* **INSTRUCTIONS FOR THE TASK**: Copy each line of the entries that contains the word "bubble".
..............................
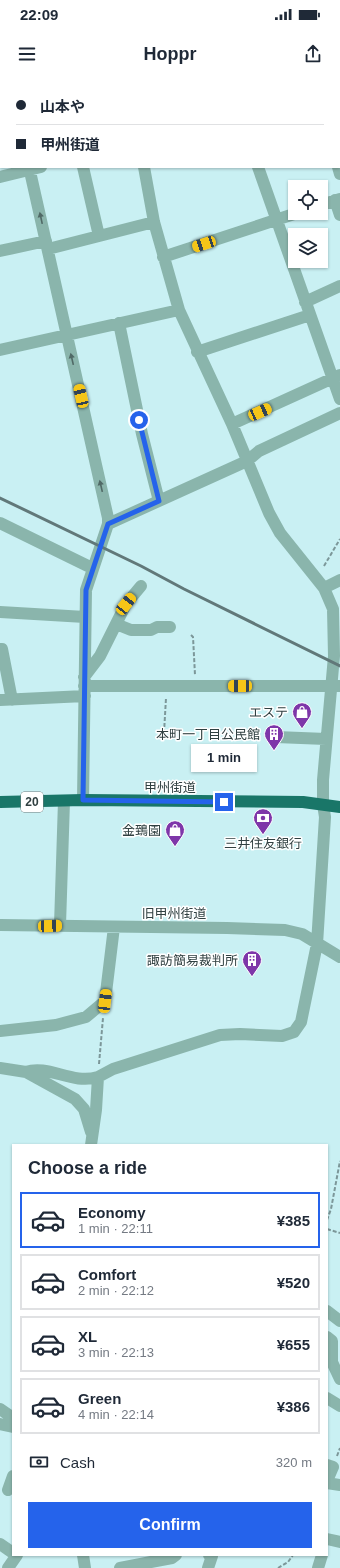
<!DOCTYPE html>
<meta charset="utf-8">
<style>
body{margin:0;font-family:Arial,"Noto Sans JP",sans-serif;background:#f2f2f3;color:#1f2937;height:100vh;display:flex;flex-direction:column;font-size:15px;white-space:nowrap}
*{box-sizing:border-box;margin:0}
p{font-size:13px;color:#747a83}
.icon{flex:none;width:22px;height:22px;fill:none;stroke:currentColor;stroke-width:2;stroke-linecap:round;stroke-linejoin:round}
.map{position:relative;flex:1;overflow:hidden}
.panel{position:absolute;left:12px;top:1064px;width:316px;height:412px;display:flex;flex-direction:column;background:#fff;border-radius:0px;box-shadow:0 1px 3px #0004}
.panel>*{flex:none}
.top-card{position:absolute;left:0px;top:0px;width:340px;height:88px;box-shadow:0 1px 3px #0004;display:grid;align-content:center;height:88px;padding:0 16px;background:#fff}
.controls{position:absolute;left:288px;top:100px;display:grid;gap:8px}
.controls a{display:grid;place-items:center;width:40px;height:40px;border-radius:0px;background:#fff;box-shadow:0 1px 3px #0004;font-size:20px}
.end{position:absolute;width:18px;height:18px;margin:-9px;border:5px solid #2563eb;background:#fff;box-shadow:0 0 0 2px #fff}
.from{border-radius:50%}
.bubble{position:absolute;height:28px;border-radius:0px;background:#fff;box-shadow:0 1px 3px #0004;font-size:13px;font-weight:800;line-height:28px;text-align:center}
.car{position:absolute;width:12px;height:24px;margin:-12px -6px;border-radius:5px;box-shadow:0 0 3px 1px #0007;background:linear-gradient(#f5c518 24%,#345 0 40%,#f5c518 0 76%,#345 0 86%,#f5c518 0)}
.top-card b{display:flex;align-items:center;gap:14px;height:38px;font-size:15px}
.top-card b+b{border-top:1px solid #e0e1e3}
.top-card i{width:10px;height:10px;background:#1f2937}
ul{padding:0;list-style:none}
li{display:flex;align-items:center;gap:12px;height:56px;margin:0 8px 6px;padding:0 8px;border:2px solid #e0e1e3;border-radius:0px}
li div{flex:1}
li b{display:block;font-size:15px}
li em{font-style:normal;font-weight:800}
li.selected{border-color:#2563eb}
li>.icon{width:36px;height:36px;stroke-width:1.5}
h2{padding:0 16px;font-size:18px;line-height:48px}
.pay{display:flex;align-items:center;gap:10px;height:44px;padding:0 16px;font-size:15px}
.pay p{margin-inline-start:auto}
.action{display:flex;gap:8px;margin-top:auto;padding:8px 16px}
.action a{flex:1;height:46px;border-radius:0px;background:#2563eb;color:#fff;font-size:16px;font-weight:800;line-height:46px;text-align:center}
.status{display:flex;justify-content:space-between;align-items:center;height:28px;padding:0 20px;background:#fff;direction:ltr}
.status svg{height:11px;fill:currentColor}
header{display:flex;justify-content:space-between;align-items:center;height:52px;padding:0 16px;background:#fff;font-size:18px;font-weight:800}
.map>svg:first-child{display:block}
</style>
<div class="status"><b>22:09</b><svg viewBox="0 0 49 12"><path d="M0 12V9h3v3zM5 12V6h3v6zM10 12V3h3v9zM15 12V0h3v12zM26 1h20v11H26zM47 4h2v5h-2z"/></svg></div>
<header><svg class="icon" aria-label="menu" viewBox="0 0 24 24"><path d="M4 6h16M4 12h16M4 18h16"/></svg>Hoppr<svg class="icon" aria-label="share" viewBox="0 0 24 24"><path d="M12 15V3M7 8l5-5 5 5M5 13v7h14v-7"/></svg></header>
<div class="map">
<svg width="340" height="1488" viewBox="0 0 340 1488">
<rect width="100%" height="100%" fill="#c9f0f3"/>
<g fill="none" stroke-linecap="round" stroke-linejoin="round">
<path stroke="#7c9799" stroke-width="2" stroke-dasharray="4 2" stroke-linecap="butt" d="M324,486L340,459
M191,555L193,557L195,595
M164,653L166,618
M99,984L103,938
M327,1140L331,1129L340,1081
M327,1149L340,1153
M337,1376L340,1368
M278,1488L288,1482L293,1475"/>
<path stroke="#8ab5ac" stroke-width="12" d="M10,0V1
M63,0L64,1
M125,0L127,1
M227,0V1
M43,1L48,0
M141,1L142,0
M0,11H1
M339,17H340
M29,87L108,438V444L86,510L83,720
M83,87L99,156
M258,87L340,319
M338,87L340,94
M0,97L41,87
M335,120L340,135
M321,125L340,119
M48,169L154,142
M0,171L46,161
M163,177L297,133
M305,222L340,206
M119,243L142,354L159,421
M0,270L179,230
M197,272L310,235
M232,344L340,295
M0,443L92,488
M108,444L247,381L259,371L340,333
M324,508L340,500
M0,532L85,537
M116,544L131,550H151L157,547H170
M0,569H2L12,620
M84,597L100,576L126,524L141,506
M84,606H340
M0,620L85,616
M276,657L326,659
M0,845L227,848L285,850L302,854L340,877
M60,845L64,721
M0,951L56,945L86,937L105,921L114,847
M0,988L26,992L75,1019L84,1029L91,1052
M26,992C48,984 72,1005 98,997
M91,1065L96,1030L98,997L113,989L220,955L240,954L282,956L294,952L301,942L317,864L325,737L323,724V700L334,576L333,529L324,508L280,453L269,433L232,344L179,230L154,142L144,87
M327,1231L340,1241
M327,1257L332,1261V1282L340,1299
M327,1318L340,1326
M0,1329L13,1338
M0,1344L13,1347
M327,1385L333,1387L327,1401
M327,1403L340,1405
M8,1410L13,1396
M327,1459L340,1462
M0,1464L13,1473
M83,1475L85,1488
M8,1488L17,1475
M120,1488L172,1478L176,1475
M208,1488L212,1476L209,1475
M318,1488L322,1475"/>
<path stroke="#197668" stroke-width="12" d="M0,722L83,720L303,722L340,727"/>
<path stroke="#617879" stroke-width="3" d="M0,418L141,486L184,509L340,586"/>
</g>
<defs><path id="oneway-solid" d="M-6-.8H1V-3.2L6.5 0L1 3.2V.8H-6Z"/></defs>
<g fill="#506966">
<use href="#oneway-solid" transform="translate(41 138) rotate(-102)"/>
<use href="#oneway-solid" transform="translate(72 279) rotate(-103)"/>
<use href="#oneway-solid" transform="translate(101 406) rotate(-103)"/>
</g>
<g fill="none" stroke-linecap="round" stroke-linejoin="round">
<path stroke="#2563eb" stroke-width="5" d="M139,340L159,421L108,444L86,510L83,720L224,722"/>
</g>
<defs>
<symbol id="shop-pin" viewBox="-11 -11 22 30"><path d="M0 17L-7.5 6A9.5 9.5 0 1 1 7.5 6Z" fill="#7e36a9" stroke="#fff"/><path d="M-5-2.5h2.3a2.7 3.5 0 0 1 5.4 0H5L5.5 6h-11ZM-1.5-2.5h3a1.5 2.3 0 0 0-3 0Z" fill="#fff"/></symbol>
<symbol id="building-pin" viewBox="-11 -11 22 30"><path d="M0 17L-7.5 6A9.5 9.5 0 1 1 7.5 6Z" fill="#7e36a9" stroke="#fff"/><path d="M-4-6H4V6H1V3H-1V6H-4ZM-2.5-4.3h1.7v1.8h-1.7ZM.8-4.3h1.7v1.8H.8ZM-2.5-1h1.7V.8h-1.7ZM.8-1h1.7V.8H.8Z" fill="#fff"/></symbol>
<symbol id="bank-pin" viewBox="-11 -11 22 30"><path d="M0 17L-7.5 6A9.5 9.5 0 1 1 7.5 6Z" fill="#7e36a9" stroke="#fff"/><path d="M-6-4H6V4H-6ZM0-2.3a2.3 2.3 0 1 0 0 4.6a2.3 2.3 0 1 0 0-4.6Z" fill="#fff"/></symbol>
</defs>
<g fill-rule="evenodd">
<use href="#shop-pin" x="291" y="621" width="22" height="30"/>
<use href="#building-pin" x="263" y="643" width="22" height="30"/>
<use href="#bank-pin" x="252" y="727" width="22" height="30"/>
<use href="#shop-pin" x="164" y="739" width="22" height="30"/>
<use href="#building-pin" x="241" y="869" width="22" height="30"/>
</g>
<g text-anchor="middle" stroke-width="3" stroke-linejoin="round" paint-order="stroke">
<rect fill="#fff" stroke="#6e797a" stroke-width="1" x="21" y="712" width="22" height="20" rx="3"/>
<g font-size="12" font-weight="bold" fill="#304041">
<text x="32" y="726">20</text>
</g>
<g font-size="13" fill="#304041" stroke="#fff" text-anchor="end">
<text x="288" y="637">エステ</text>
<text x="260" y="659">本町一丁目公民館</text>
<text x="161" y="755">金鵄園</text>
<text x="263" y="768" text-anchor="middle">三井住友銀行</text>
<text x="238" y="885">諏訪簡易裁判所</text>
</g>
<g font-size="13" fill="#304041" stroke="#fff">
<text x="170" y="712">甲州街道</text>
<text x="174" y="838">旧甲州街道</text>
</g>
</g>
</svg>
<div class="controls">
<a><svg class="icon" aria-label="locate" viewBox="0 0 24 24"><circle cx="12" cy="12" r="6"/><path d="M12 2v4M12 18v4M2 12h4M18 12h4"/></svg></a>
<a><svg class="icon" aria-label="layers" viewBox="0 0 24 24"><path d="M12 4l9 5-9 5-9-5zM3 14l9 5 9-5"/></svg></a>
</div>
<i class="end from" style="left:139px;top:340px"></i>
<i class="end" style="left:224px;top:722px"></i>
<div class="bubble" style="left:191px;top:664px;width:66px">1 min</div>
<i class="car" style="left:204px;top:164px;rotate:252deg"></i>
<i class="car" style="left:81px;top:316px;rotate:347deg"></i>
<i class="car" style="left:260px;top:332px;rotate:66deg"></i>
<i class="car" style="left:126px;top:524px;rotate:38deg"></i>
<i class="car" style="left:240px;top:606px;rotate:270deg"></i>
<i class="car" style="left:50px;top:846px;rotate:88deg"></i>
<i class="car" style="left:105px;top:921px;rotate:7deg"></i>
<div class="top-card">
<b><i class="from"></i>山本や</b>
<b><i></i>甲州街道</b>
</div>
<section class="panel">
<h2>Choose a ride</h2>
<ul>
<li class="selected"><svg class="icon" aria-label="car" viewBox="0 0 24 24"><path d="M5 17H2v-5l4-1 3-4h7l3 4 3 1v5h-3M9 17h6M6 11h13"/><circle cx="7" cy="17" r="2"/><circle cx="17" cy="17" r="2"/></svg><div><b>Economy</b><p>1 min · 22:11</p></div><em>¥385</em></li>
<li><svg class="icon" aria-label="car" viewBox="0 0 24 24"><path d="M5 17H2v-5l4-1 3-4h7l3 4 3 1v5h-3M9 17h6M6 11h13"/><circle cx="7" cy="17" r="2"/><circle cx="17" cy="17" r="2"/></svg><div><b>Comfort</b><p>2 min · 22:12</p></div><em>¥520</em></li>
<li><svg class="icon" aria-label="car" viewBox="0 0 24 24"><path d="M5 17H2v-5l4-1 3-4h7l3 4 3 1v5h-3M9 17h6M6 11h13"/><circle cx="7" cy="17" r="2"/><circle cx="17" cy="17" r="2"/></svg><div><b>XL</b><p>3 min · 22:13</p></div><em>¥655</em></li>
<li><svg class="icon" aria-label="car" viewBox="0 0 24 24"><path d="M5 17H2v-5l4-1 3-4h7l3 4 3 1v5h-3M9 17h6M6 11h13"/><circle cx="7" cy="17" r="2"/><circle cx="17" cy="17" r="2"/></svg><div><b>Green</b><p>4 min · 22:14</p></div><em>¥386</em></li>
</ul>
<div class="pay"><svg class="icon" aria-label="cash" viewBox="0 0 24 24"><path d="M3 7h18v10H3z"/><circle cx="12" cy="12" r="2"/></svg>Cash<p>320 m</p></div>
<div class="action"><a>Confirm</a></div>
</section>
</div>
..............................
* **SOLUTION TO THIS PROBLEM**:
.bubble{position:absolute;height:28px;border-radius:0px;background:#fff;box-shadow:0 1px 3px #0004;font-size:13px;font-weight:800;line-height:28px;text-align:center}
<div class="bubble" style="left:191px;top:664px;width:66px">1 min</div>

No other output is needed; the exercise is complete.